[Dataset excerpts — start]
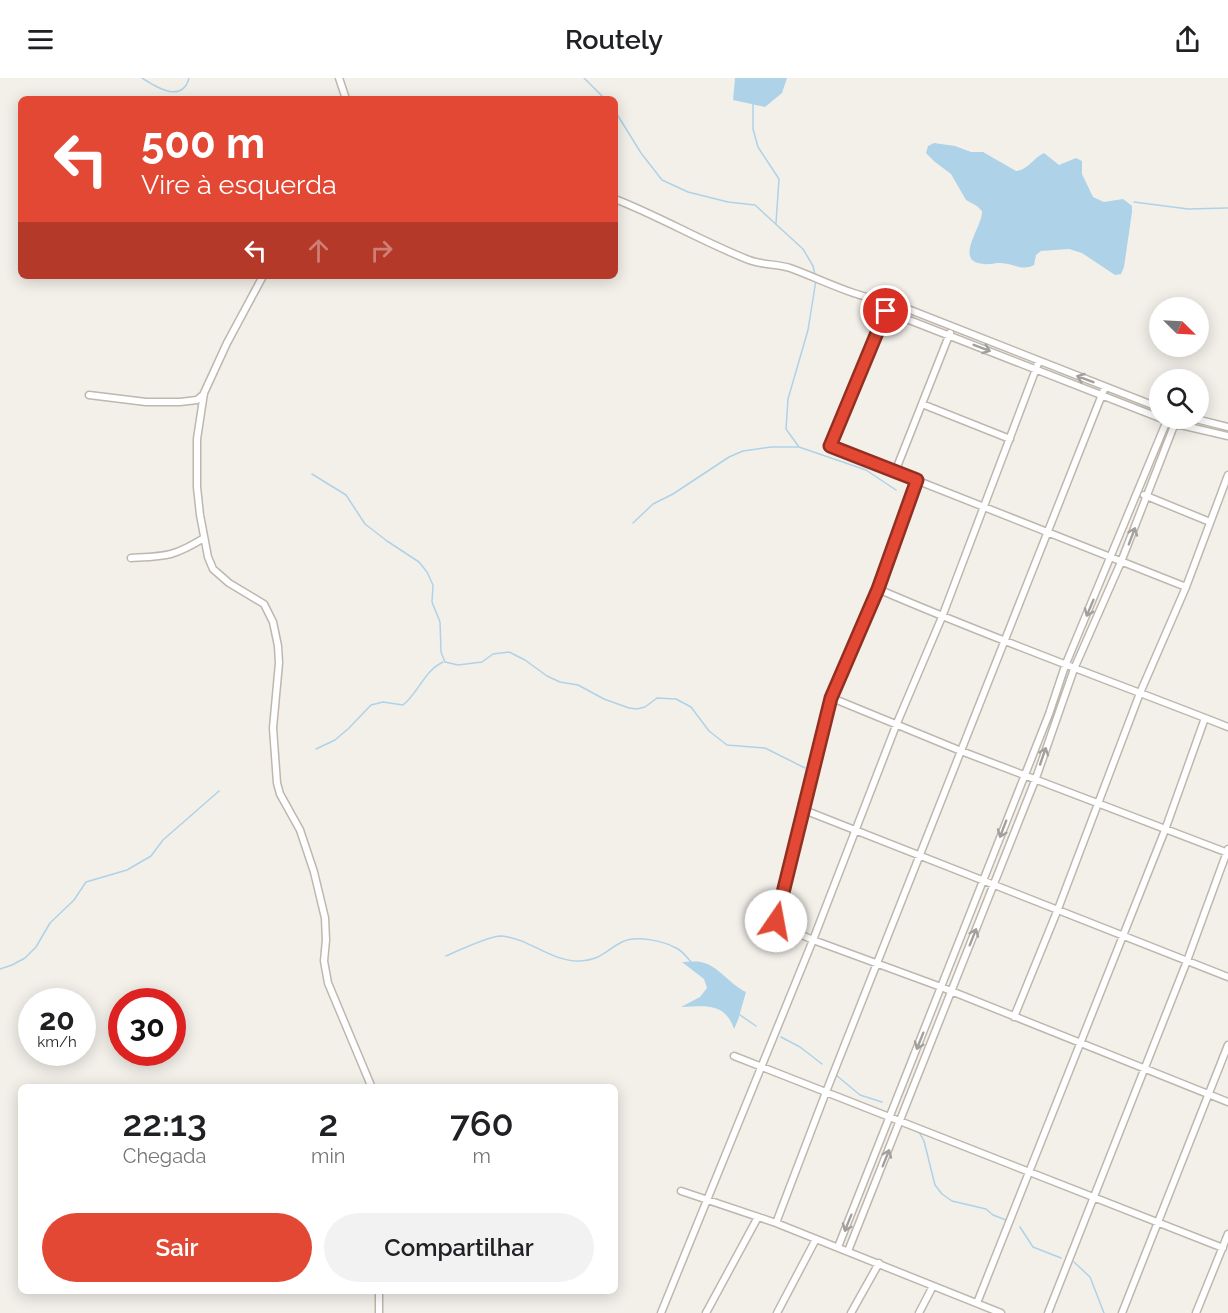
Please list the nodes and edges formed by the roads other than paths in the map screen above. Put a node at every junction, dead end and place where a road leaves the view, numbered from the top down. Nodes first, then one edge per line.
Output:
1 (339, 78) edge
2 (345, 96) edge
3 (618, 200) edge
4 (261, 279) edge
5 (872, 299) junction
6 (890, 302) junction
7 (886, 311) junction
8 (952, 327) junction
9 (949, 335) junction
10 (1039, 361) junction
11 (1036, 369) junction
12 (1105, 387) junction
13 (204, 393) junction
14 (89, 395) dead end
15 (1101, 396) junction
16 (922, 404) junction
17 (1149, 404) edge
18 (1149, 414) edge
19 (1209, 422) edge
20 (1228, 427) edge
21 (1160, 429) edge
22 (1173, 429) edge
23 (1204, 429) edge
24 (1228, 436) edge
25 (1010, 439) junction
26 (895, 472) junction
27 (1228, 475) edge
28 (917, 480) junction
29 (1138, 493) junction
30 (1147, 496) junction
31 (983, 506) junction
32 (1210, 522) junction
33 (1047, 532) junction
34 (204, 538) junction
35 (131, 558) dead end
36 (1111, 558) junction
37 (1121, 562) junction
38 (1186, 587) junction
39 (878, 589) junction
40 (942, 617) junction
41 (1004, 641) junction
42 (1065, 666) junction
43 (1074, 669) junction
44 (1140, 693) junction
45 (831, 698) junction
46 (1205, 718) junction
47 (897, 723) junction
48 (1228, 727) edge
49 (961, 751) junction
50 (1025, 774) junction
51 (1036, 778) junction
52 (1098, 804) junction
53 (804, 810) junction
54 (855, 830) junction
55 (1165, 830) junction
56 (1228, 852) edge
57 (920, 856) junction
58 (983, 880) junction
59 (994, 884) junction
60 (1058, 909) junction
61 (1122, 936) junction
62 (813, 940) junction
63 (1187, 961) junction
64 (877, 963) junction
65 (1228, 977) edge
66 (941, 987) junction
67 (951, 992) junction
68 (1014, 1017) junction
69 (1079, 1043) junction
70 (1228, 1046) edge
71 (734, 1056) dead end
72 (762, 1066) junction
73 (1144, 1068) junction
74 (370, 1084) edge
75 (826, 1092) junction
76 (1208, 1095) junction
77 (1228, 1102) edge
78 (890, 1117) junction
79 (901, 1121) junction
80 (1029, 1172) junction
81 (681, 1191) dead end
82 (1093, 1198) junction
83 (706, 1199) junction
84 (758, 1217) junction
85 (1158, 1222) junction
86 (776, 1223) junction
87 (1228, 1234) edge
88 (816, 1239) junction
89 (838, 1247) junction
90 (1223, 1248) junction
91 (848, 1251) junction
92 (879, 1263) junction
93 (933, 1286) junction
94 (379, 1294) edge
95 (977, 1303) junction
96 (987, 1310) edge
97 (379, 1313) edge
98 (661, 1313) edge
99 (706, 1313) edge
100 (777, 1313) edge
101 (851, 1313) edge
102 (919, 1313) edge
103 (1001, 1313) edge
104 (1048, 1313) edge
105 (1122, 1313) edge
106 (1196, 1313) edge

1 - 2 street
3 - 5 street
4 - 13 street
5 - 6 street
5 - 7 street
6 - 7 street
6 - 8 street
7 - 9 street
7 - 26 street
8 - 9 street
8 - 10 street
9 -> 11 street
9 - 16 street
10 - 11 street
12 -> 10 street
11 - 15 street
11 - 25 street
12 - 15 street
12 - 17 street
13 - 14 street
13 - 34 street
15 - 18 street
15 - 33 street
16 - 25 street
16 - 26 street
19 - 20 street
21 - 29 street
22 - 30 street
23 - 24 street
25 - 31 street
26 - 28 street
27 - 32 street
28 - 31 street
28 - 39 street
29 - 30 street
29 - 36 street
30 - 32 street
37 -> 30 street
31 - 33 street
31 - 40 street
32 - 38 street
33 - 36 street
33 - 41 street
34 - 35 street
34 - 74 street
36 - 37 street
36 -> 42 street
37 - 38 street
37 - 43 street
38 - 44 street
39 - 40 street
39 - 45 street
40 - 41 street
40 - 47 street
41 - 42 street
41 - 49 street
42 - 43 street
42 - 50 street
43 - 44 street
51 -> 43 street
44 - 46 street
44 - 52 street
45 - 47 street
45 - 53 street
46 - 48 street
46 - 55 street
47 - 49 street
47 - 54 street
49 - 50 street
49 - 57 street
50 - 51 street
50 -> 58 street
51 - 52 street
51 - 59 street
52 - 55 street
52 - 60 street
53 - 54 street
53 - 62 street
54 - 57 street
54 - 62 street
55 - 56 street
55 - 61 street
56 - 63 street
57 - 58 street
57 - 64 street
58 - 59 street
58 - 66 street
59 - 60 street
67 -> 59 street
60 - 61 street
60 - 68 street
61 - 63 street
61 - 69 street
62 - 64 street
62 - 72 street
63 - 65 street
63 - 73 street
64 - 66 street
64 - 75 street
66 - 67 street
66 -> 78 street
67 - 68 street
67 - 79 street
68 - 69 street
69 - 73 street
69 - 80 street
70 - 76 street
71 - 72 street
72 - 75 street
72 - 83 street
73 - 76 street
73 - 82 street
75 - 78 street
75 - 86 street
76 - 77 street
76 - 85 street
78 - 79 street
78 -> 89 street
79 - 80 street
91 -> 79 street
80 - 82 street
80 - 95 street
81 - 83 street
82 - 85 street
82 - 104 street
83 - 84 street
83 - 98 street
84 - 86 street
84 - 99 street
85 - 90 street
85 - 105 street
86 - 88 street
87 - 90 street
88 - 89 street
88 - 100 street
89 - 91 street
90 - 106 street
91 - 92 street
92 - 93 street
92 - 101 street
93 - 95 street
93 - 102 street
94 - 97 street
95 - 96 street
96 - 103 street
[Dataset excerpts — finish]
[Dataset excerpts — start]
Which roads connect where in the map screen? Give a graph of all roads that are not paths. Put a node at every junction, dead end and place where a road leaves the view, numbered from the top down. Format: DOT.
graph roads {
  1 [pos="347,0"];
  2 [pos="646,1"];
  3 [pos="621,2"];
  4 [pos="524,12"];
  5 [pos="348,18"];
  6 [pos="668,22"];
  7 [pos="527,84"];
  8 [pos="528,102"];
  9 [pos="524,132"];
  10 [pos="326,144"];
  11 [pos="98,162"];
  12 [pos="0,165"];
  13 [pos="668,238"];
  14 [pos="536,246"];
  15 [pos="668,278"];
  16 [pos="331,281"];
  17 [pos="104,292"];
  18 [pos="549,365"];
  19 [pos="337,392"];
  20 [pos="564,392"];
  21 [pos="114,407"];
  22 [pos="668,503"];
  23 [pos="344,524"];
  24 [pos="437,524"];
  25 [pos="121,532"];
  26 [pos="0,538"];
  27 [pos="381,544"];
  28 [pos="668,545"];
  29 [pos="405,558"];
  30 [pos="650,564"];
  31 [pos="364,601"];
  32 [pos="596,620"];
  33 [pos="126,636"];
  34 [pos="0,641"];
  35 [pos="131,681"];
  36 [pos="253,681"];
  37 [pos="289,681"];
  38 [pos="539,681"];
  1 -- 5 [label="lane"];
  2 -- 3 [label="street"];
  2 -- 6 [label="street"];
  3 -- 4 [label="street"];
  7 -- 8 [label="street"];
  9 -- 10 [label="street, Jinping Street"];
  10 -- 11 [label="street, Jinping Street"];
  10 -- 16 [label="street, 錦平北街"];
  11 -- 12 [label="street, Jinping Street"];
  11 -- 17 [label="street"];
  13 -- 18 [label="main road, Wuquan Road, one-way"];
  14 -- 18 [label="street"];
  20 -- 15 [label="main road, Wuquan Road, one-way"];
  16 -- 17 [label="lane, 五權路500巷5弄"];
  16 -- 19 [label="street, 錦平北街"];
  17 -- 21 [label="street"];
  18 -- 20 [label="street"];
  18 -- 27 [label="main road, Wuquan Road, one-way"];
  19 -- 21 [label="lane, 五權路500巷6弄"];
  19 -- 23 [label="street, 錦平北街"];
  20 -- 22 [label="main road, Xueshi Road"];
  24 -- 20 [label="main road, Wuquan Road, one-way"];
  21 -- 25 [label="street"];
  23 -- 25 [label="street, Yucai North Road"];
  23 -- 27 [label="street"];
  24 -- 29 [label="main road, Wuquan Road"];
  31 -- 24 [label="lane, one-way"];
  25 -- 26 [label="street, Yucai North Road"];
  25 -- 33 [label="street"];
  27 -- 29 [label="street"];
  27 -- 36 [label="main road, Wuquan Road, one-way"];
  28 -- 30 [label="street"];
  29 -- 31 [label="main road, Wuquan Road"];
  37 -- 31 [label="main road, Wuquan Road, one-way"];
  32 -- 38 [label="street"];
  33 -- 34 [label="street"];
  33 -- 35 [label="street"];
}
[Dataset excerpts — finish]
[Dataset excerpts — start]
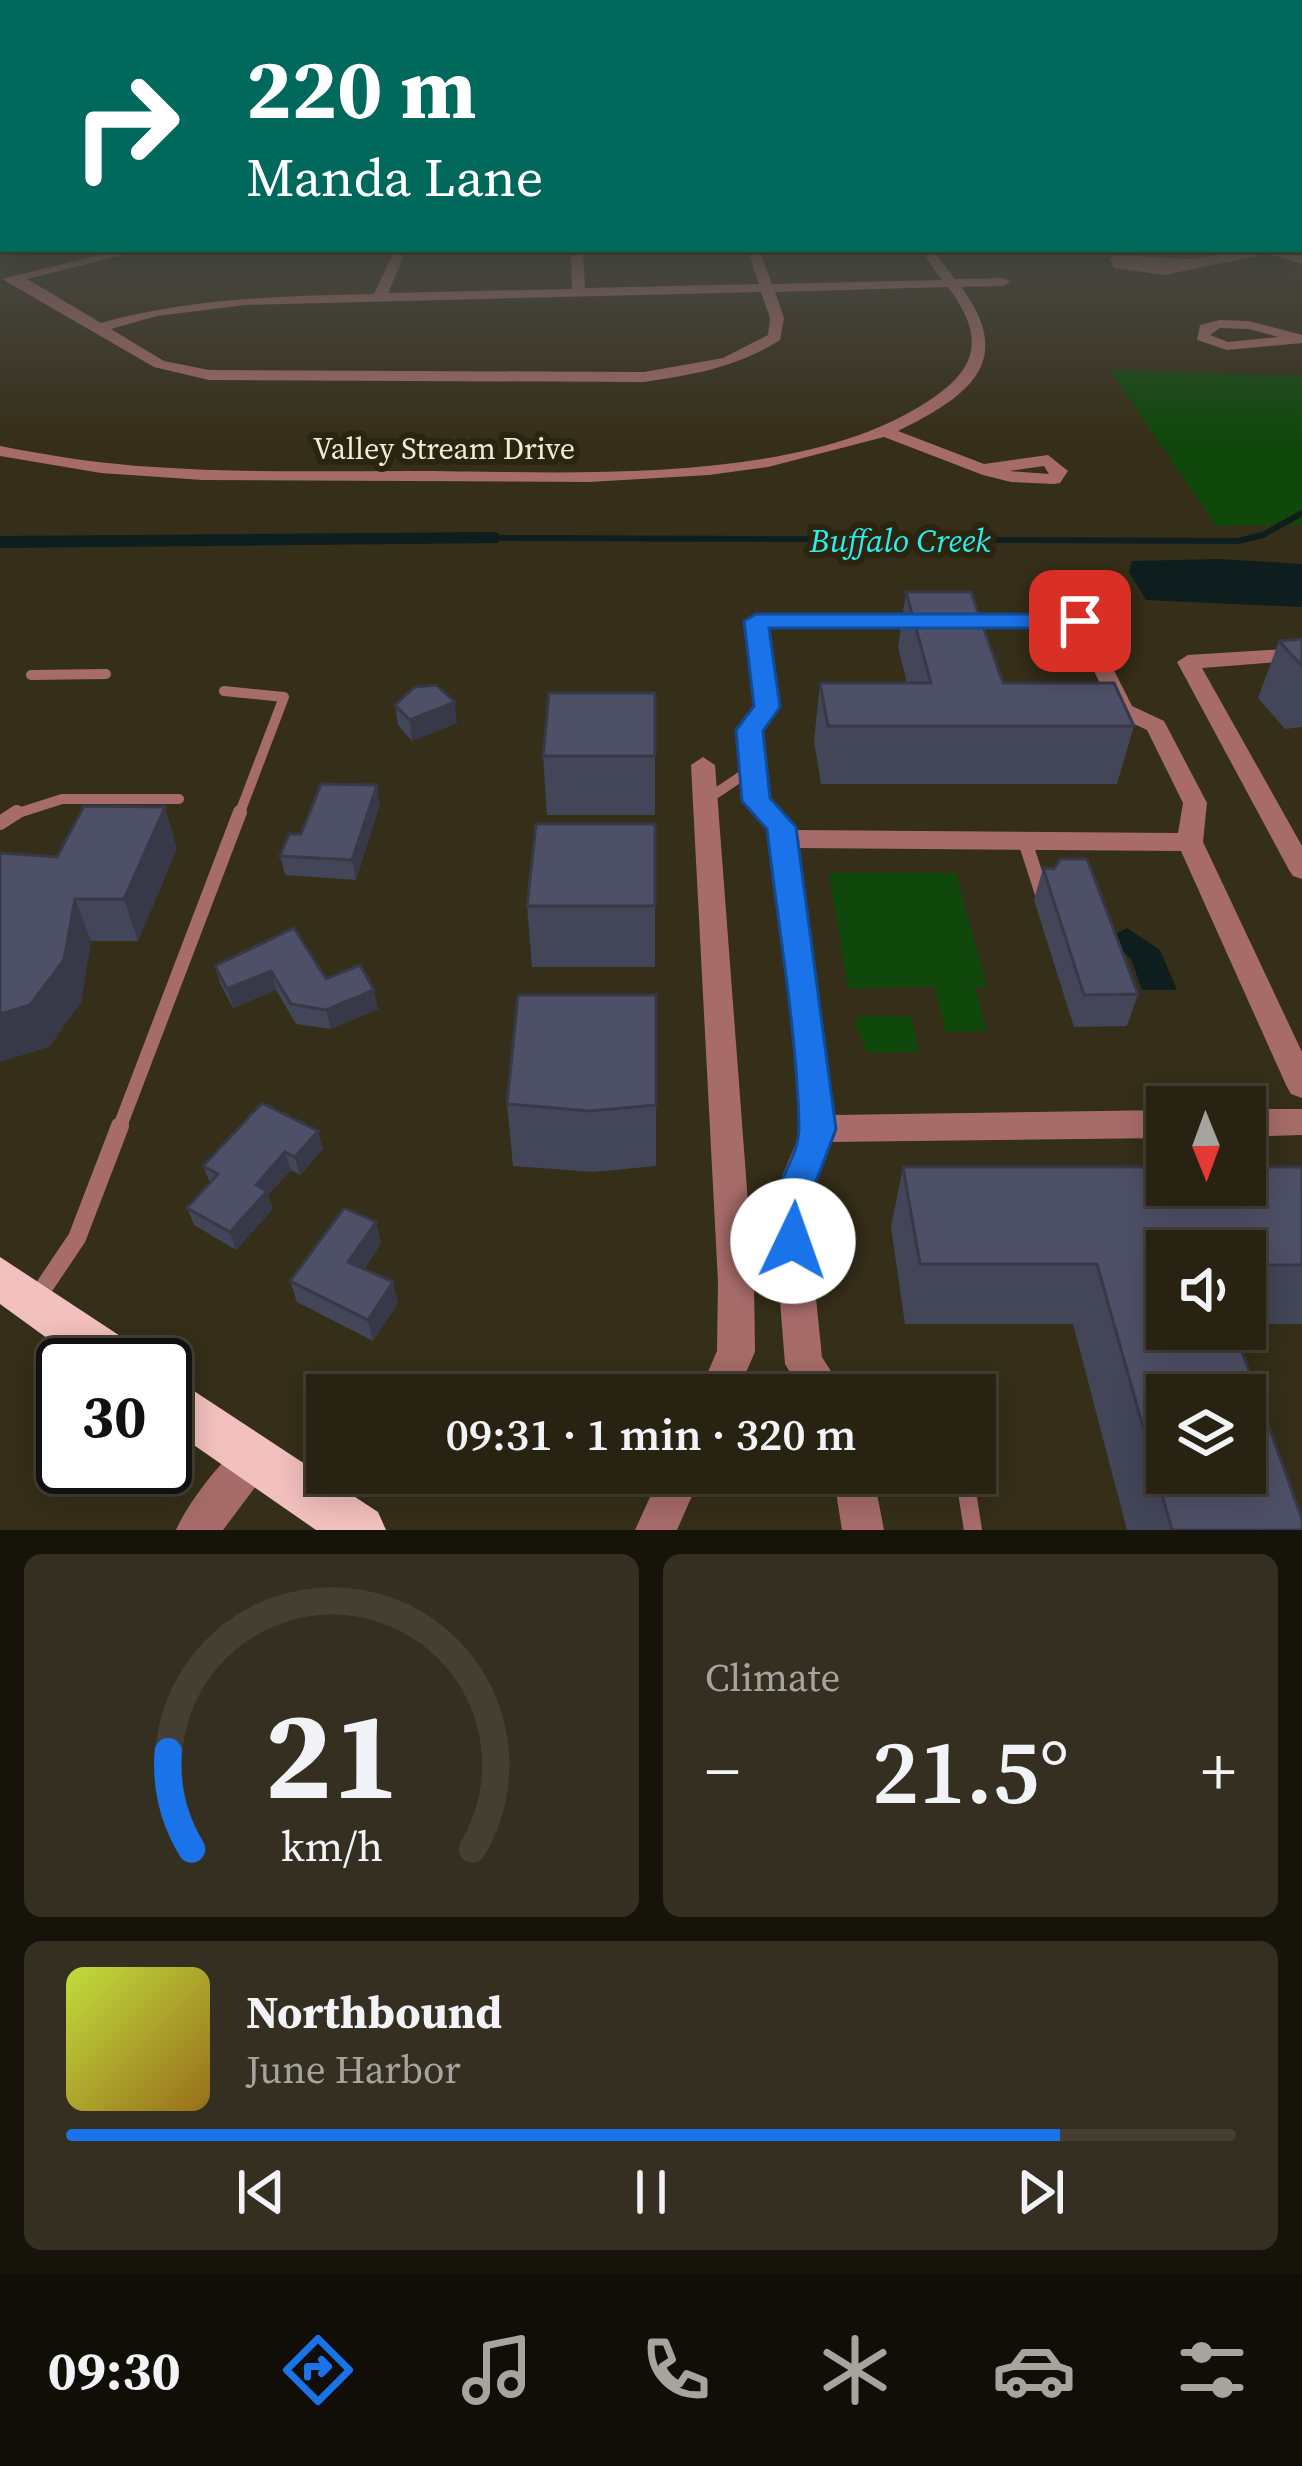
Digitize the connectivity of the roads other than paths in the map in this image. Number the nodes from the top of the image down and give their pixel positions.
[Dataset excerpts — finish]
What is expected
Go over the listing above and copy out each line that includes "other".

Answer to this task
Please list the nodes and edges formed by the roads other than paths in the map screen above. Put a node at every junction, dead end and place where a road leaves the view, numbered from the top down. Nodes first, then one edge per line.
Digitize the connectivity of the roads other than paths in the map in this image. Number the nodes from the top of the image down and give their pixel positions.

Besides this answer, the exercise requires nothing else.